OU ON SE PARLE OU ON SE TUE (inédits)
« Je ne voulais plus affronter les problèmes du théâtre (La Solitude des champs de coton") — les impératifs techniques. J’avais l’impression de me perdre un peu. J’avais besoin de retrouver ce qui touche à l’écriture, voir où j’en suis. J’ai voulu entrer directement dans le thème que j’essaie à chaque fois d’aborder, et qui se noie. Quand on raconte une histoire, quand on écrit des relations amoureuses, on évite le sujet, le principal ; c’est-à-dire que les rapports entre les gens, les coupures entre eux, ne relèvent jamais du sentiment, ni du désir, ni de ces choses-là. Pour être sommaire, le monde pourrait se diviser entre qui sont complices et ceux qui se détestent sans aucun motif objectif. Et, naturellement, j’ai envie de parler des gens qui se détestent. Pour les autres, tout va bien, donc c’est sans intérêt.
« J’avais pensé d’abord à mettre face à face un chanteur de blues et un punk ; deux conceptions de la vie absolument opposées, et c’est ça qui compte. Quand la distance entre deux personnes est aussi grande, qu’est-ce qui reste ? La diplomatie, c’est-à-dire le langage. Ils se parlent ou ils se tuent. Donc ils se parlent, mais ce n’est pas parce qu’ils s’embobinent l’un l’autre qu’ils se rapprochent l’un de l’autre.
Quand j’ai vu le film de Jim Jarmush, Down by law, je me suis retrouvé dans les relations entre Tom Waits et John Lurie, réunis à leur corps défendant. Ce qui se passe entre eux est mystérieux comme dans un match de boxe. On met deux hommes sur un ring. Ils doivent se battre et gagner. Deux personnes qui ne se connaissent pas, se tapent à mort devant le public, vivent des choses qui dépassent la passion amoureuse. Face à l’adversaire, ils se dépouillent, souffrent comme jamais. Chez moi, ils se battent par le langage, et le langage entraîne une transformation en eux. Ils jouent à « si tu voulais, on serait copains », sans être dupes.

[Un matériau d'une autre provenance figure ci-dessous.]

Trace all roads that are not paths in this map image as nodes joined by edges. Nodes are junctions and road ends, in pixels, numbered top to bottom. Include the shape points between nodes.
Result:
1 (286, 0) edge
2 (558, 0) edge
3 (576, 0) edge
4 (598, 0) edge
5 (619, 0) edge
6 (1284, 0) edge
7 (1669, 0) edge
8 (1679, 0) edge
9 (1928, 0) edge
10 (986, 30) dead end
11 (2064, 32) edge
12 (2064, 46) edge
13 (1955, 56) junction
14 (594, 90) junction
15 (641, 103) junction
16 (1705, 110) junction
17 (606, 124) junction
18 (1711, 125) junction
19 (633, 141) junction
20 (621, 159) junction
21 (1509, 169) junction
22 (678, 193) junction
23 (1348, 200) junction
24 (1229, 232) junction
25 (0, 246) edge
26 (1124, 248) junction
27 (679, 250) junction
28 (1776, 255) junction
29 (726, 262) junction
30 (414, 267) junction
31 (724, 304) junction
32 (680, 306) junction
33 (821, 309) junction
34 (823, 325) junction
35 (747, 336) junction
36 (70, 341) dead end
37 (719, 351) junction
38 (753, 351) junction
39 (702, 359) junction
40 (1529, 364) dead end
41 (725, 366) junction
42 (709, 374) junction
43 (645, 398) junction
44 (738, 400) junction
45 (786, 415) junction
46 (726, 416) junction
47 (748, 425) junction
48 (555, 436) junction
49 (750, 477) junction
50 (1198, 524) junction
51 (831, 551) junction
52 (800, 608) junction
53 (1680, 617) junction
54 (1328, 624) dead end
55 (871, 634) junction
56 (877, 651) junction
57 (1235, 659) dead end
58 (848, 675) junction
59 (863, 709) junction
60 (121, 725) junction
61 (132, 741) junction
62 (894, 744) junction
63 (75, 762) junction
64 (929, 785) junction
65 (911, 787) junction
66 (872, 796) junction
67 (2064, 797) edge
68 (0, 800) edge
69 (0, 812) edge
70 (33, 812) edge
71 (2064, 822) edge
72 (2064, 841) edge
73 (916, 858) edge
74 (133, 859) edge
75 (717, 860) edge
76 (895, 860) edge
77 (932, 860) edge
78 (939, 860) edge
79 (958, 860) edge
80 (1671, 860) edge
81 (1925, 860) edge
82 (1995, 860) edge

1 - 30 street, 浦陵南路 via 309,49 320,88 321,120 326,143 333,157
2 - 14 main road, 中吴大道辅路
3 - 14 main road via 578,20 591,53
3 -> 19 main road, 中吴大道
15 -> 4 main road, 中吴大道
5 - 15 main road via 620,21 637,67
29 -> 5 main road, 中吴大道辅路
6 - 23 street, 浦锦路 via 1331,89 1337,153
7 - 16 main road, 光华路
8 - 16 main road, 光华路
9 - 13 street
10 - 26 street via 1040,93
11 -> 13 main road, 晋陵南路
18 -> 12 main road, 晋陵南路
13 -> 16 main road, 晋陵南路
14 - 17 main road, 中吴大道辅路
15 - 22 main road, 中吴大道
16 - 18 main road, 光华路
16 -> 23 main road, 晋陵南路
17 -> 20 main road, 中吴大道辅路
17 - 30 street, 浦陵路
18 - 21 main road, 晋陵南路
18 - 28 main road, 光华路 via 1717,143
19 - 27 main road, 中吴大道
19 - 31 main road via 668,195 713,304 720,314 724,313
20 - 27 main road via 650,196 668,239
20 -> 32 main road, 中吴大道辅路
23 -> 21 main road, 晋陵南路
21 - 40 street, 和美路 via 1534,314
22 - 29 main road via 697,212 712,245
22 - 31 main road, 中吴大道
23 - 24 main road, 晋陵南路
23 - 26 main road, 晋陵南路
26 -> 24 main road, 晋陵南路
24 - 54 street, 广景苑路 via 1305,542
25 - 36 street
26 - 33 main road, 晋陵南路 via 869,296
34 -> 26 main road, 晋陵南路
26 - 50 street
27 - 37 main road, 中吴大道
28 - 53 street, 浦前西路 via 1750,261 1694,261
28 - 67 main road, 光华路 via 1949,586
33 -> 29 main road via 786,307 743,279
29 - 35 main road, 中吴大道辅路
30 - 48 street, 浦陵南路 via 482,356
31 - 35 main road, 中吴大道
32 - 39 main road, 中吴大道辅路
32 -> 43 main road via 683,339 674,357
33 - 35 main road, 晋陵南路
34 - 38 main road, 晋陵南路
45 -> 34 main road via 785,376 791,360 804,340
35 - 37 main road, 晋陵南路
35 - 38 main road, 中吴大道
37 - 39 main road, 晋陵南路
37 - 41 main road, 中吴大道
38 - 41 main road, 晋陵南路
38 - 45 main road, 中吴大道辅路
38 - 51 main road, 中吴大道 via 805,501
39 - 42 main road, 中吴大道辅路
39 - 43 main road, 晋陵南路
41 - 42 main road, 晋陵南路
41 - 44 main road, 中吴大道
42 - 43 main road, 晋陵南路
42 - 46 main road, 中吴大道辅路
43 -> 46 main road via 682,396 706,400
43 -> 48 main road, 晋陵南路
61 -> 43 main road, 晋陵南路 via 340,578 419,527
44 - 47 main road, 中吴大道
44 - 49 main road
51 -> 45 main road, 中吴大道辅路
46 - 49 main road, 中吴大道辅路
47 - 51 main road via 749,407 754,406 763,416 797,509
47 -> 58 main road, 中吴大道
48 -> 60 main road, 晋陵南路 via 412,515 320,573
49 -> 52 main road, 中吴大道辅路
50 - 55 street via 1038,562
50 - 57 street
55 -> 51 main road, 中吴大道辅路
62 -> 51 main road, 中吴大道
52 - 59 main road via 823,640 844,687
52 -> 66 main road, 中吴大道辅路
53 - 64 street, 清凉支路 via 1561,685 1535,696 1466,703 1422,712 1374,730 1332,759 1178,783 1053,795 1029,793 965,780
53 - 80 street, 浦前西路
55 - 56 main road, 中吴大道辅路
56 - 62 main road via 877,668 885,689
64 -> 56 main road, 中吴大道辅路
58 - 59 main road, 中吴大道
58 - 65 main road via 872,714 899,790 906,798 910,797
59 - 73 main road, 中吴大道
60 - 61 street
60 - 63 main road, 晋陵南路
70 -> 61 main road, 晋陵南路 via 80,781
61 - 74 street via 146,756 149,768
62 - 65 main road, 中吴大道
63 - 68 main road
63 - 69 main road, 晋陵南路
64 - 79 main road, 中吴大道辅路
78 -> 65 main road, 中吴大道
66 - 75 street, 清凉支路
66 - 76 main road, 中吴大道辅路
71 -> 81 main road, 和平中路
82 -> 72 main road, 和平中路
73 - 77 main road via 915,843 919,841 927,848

« Ces gens-là, en définitive, ne sont pas au bout du rouleau. Ils sont forts. Ils n’ont plus ni illusions ni foi. Ce qui leur permet des ambitions invraisemblables, des espoirs, fous, mais ponctuels. Ce sont des anti-mystiques. À dix huit ans, j’étais fasciné par Saint-Jean de la Croix, par Thérèse d’Avila — elle a écrit à peu près : « Je rêve d’une vie tellement belle que je meurs de ne pas mourir », c’est sublime non. Nous, nous voulons le dépassement. Ici même, dans la vie sur terre. Juste un instant de dépassement. Le sacrifice pour un résultat immédiat. Mes personnages sont comme ça, ils ont des poussées d’adrénaline, et ils foncent, même s’ils ne croient pas au résultat.
« Ils ressemblent aux héros des feuilletons : « Dynastie », « Flamingo Road »… Des personnages extraordinaires, rien ne les arrête, ils sont formidablement vivants, drôles terribles. Ils se lancent dans des histoires fantastiques, c’est comme les films de karaté. Tous ne sont pas bon, mais quand on va dans les salles à Barbès, c’est leur vrai public, et il s’amuse. J’ai beaucoup à dire sur Bruce Lee.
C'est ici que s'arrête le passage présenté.